Hidden in the Woods (2012)
Review by Jude Felton
Every once in a while a movie comes along that courts controversy. Sometimes this is intentional, and sometimes it just can’t be avoided. Either way, it usually results in an increased amount of press, regardless of the quality of the film itself. Hidden in the Woods, or “En las afueras de la ciudad” as it is known in its native Chile, is one movie that has acquired a certain amount of controversy, due in main to patrons leaving the theater during its festival run. After having watched the movie, I can sort of see why, looking at it with mainstream eyes, but as a fan of cult cinema I think it is slightly unfounded.
If your average Joe, or Josette, sat down and watched Hidden in the Woods, I am sure that would have a mental episode, as what happens on screen is not something you see in your everyday horror flick. It is an intense affair, and actually rocks the worlds of exploitation and grindhouse, more so than horror, and paints its brutal picture with all the subtlety of a pit fight. This is a mean, visceral and unapologetically brutal foray into a world most of us pray to never see. The reason I say this, is that the film is apparently based on true events, although I suspect that have been greatly exaggerated.
What is this beast about though? Why the flurry of baiting comments and hyperbole? Yeah, I guess I should really fill you in on that, as loosely as I ever do.
Two young girls, Anny and Ana live in the woods with their father. He’s a brute and has a rather objectionable relationship with his daughters. They also have a deformed brother, whose arrival is one such scene that’ll rattle a few folk. Anyhoo, the father deals with the local drug lord and things go tits up when the police start sniffing around.
Cue an incredible bloodbath and the father goes on the run, with the drug lord convinced either he or his daughters have his merchandise. This results in him sending a bunch of goons into the woods to find the family and the drugs.

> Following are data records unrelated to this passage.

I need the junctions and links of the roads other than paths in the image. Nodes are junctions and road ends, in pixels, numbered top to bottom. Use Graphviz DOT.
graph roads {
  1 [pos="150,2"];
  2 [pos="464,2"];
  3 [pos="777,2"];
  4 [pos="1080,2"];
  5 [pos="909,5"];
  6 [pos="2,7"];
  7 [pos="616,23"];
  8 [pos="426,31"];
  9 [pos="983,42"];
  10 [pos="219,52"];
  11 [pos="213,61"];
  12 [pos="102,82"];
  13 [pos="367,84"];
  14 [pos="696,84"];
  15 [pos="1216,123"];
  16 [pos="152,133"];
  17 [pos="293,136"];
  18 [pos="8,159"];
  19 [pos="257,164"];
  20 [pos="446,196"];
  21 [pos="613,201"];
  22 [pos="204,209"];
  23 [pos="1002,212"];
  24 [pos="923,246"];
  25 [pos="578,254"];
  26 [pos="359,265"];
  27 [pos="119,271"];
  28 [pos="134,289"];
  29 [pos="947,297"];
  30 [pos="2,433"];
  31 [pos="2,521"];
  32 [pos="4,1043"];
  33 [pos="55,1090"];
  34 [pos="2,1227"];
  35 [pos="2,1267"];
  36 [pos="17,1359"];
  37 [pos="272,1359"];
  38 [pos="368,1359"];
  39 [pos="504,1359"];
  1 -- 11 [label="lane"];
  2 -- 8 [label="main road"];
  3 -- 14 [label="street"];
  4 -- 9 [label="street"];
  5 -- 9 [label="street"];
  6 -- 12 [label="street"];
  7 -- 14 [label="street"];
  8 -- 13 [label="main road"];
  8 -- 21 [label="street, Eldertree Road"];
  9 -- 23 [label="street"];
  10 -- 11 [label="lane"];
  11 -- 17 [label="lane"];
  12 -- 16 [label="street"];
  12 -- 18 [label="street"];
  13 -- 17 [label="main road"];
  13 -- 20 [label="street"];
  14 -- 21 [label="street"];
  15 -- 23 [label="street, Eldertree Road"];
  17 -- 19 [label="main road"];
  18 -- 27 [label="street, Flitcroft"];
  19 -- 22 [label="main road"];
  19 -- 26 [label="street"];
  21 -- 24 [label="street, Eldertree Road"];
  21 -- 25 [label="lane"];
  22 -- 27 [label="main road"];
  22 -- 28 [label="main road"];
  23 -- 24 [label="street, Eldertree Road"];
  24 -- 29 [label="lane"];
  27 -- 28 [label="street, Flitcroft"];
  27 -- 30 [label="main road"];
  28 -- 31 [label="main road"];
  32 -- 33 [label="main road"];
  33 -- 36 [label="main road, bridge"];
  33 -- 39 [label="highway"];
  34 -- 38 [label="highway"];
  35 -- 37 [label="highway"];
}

That’s really a fairly loose explanation of a plot that, whilst fairly simple, goes off in many different tangents which involve sex, cannibalism and copious amounts of violence. Hidden in the Woods is a rough old flick, of that you can be sure. However, unlike the recent I Spit on Your Grave 2, which is just plain hard to watch (due to content and quality combined), Hidden in the Woods is actually damned good fun. Maybe fun is not the right word, but this is still a viciously entertaining slice of cinema. It’s also a film that will divide audiences in much the same way as films like The Bunny Game and The Lords of Salem has; I can’t see there being much middle ground here.
Hidden in the Woods is a non-stop barrage of ugly imagery and even uglier people, even if the daughters are quite easy on the eye. No one gets out of this film smelling of roses, probably because they are caked in blood. This film is brutal, just in case you missed it.
On the downside of this, the subtitles are fairly grim and I think something got lost in translation. Apparently calling the girls hookers every two minutes is the way to go, and Sunday is not the answer to “how is everything?” For me though, it was a minor distraction from a film that bristles with untamed energy as it punches your senses.
Director Patricio Vallandares, who also co-wrote the film, has delivered a film that probably won’t make too many friends, and I doubt very much if he cares. Hidden in the Woods is what it is, and you’ll either dig it or you’ll hate it. As you may have guessed I fall firmly into the side that totally enjoyed it; I loved its raw look, the savage intensity and the sheer futility of events. I don’t recall one “money shot” that the film relied on to sell it, unlike some other so-called extreme movies. Instead, this is just unrelenting from start to finish.
The DVD, which is released by Artsploitation, is an impressive beast as well. There’s a reversible sleeve, with the reverse featuring improved artwork, a short but informative booklet, an interview and some behind the scenes footage. All in all a fine job has been done, with this slick looking package.
Overall though, you have to take this film for what it is; you’ll either “get” it, or you won’t. You’ll love it or hate, and quite honestly I can see both sides of this. It’s not light or easy viewing, but then it’s not supposed to be.
Hidden in the Woods is trash cinema dialed up to ten, shot in the balls and left for dead.
Hidden in the Woods is available now on DVD and VOD from Artsploitation Films.